South Korea plans to secure about 86 million doses of vaccines next year, which will be enough to cover 46 million people out of a population of 51 million. The first supplies, which will be AstraZeneca vaccines produced by a local manufacturing partner, are expected to be delivered in February and March. Officials plan to complete the vaccination of 60% to 70% of the population by November.
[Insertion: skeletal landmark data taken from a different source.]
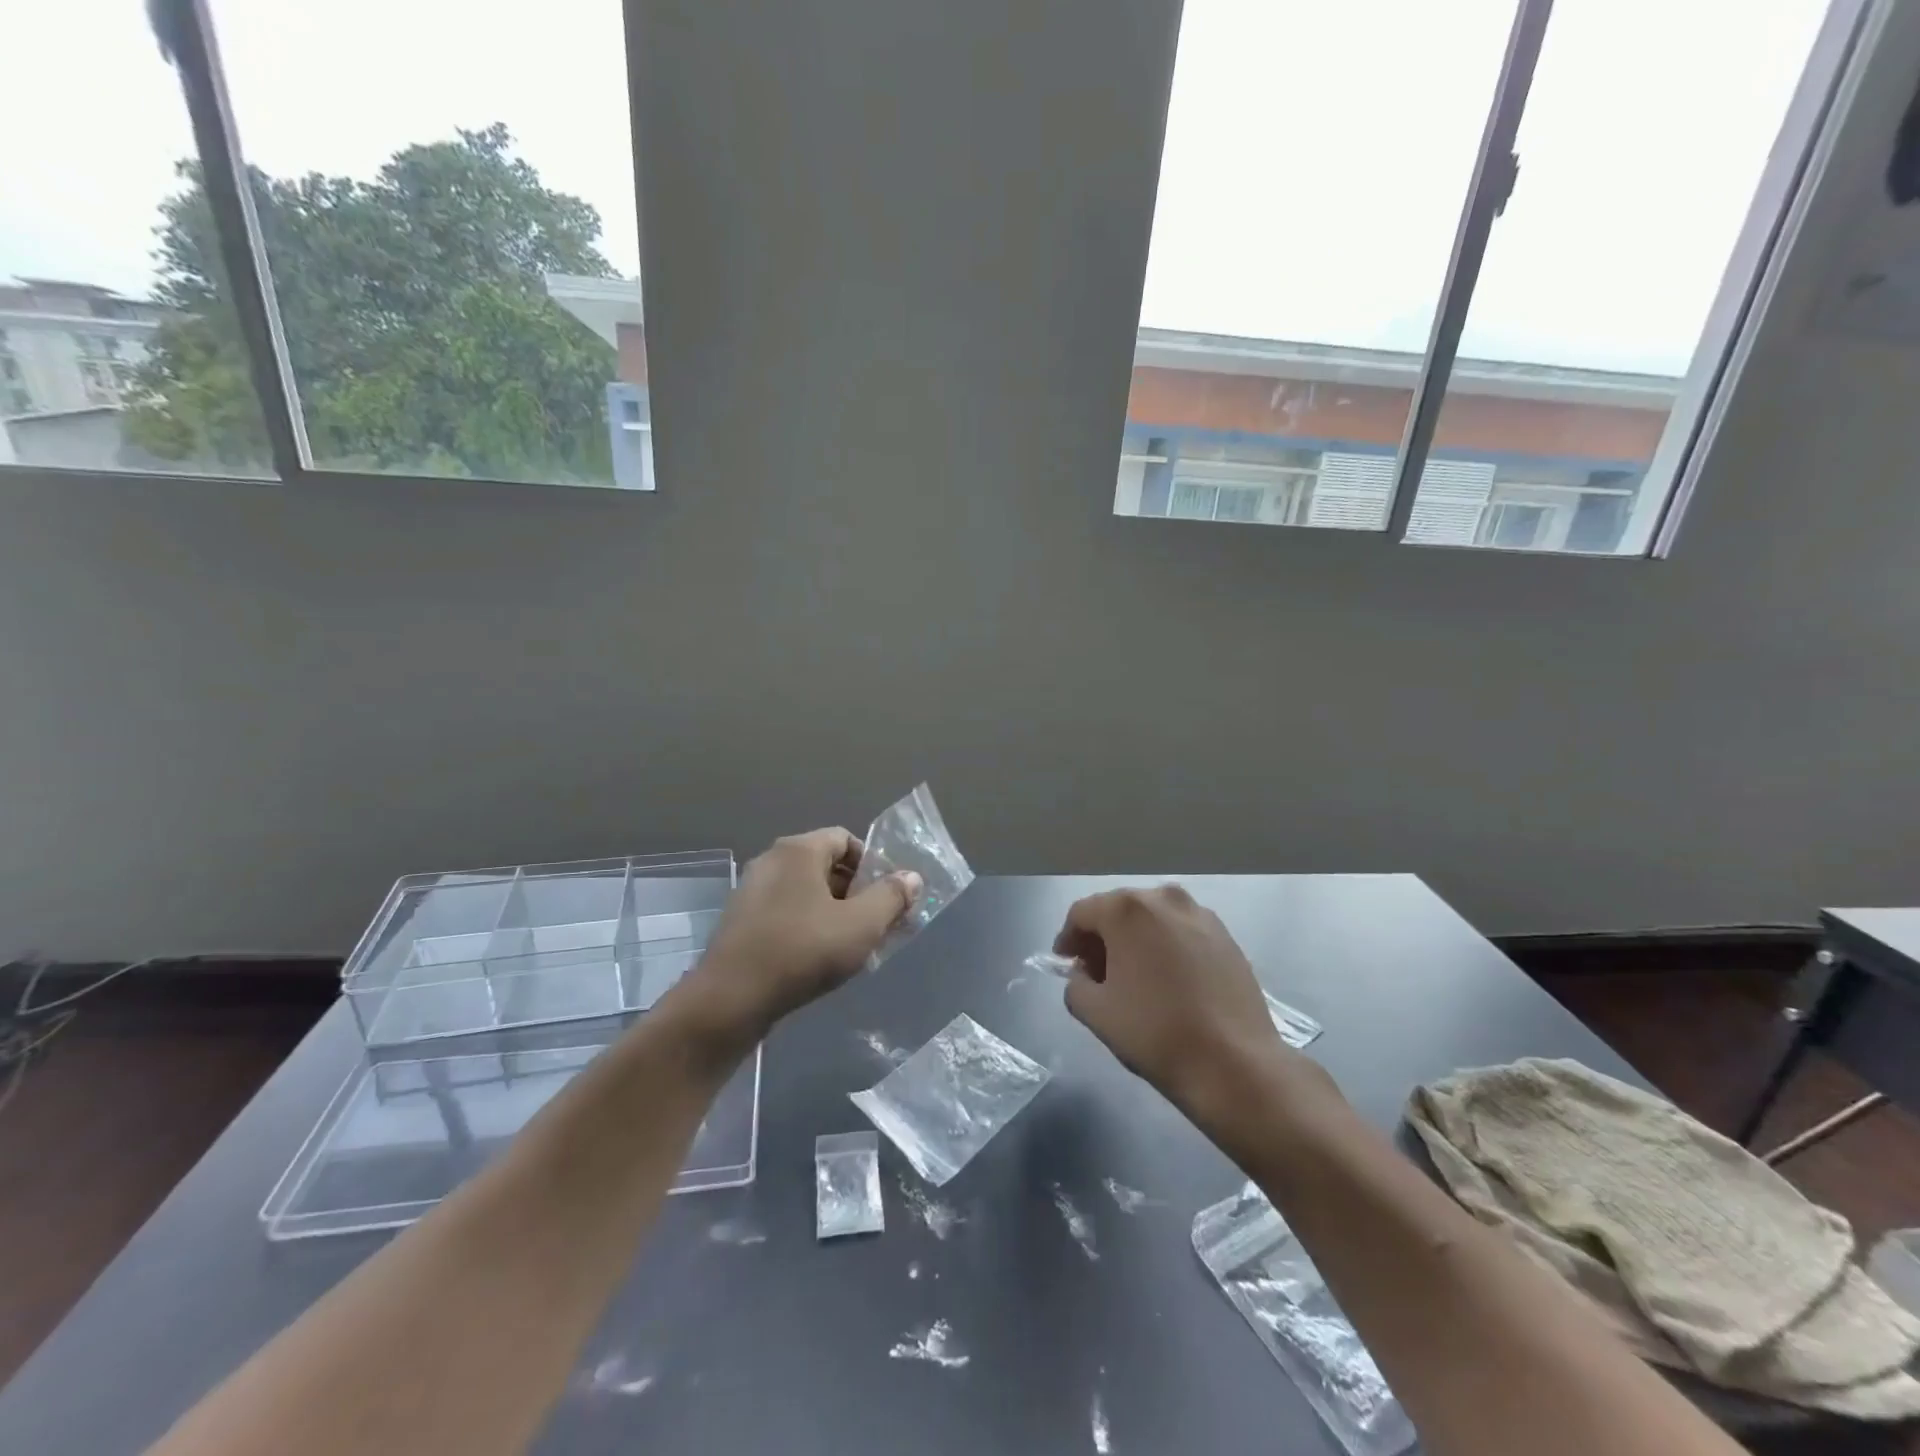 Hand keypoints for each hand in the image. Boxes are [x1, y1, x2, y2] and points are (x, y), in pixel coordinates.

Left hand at [682, 827, 920, 1042]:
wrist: (730, 1000)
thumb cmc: (802, 951)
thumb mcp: (861, 925)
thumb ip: (891, 897)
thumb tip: (910, 877)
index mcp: (798, 850)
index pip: (845, 839)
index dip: (872, 864)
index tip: (887, 896)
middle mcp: (771, 860)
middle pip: (826, 865)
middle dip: (856, 891)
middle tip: (876, 924)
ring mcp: (751, 891)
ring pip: (805, 891)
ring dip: (833, 912)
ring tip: (851, 946)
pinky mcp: (740, 922)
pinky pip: (785, 912)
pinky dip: (806, 926)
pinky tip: (817, 959)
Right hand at [1054, 885, 1300, 1119]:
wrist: (1235, 1064)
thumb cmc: (1156, 1033)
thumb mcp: (1095, 1013)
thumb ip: (1075, 984)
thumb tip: (1084, 975)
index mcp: (1126, 909)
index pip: (1082, 913)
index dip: (1068, 938)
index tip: (1066, 965)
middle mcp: (1164, 898)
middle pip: (1119, 910)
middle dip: (1102, 937)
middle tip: (1096, 972)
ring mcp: (1200, 915)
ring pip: (1153, 919)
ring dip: (1136, 940)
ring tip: (1134, 977)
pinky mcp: (1227, 936)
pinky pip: (1181, 931)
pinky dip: (1166, 946)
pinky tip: (1168, 980) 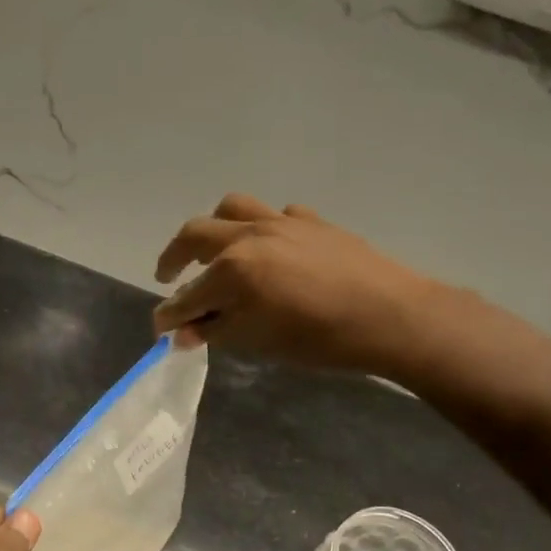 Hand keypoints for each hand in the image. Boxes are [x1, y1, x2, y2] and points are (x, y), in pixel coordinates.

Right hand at [153, 194, 430, 372]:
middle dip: (174, 257)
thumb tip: (184, 333)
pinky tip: (271, 250)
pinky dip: (262, 230)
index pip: (187, 295)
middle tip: (168, 276)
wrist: (390, 315)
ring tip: (214, 250)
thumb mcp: (259, 341)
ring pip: (232, 209)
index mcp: (232, 269)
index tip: (160, 329)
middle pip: (196, 235)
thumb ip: (216, 331)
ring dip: (214, 229)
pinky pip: (276, 216)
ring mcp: (282, 222)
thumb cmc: (319, 338)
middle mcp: (249, 236)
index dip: (169, 315)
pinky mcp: (312, 221)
There is a disappointment that the shots will not come soon, though officials insisted that South Korea can withstand a wait-and-see approach because its outbreak is not as horrific as it is in America or Europe.

South Korea’s previous success can be attributed to its experience in combating the outbreak of the Coronavirus in 2015, which is the Middle East Respiratory Syndrome, caused by a different Coronavirus.

After South Korea reported its first COVID-19 patient on January 20, KDCA quickly realized the importance of mass testing and accelerated the approval process that has seen private companies produce millions of tests in just weeks.

When infections spiked in the Daegu area in February and March, health authorities were able to contain the situation by April after aggressively mobilizing technological tools to track contacts and impose quarantines.

But this success was also the product of luck – most injuries in Daegu were related to a single church congregation. Health workers are now having a harder time tracking transfers in the densely populated metropolitan area, with clusters appearing almost everywhere.

South Korea has so far escaped the outbreak without lockdown, but a decision on Sunday to lift distance restrictions to the top of “Tier-3” could result in hundreds of thousands of non-essential businesses across the country being closed.

Yoo Eun Soon, who is struggling to pay the rent for three small music academies she runs in Incheon and Seheung, also near Seoul, said this could be for the best, amid student scarcity and intermittent closures.

“What parents send their children to piano lessons,” she said, “unless the transmission drops rapidly and decisively.”

Yu also feels that the government’s moderate approach to social distancing, which has targeted specific businesses while keeping the broader part of the economy open, has placed an unfair financial burden on companies like her.

“Whether it’s teaching academies, gyms, yoga studies, or karaoke, the same group of companies is being beaten over and over again,” she said. “How long can we go on?”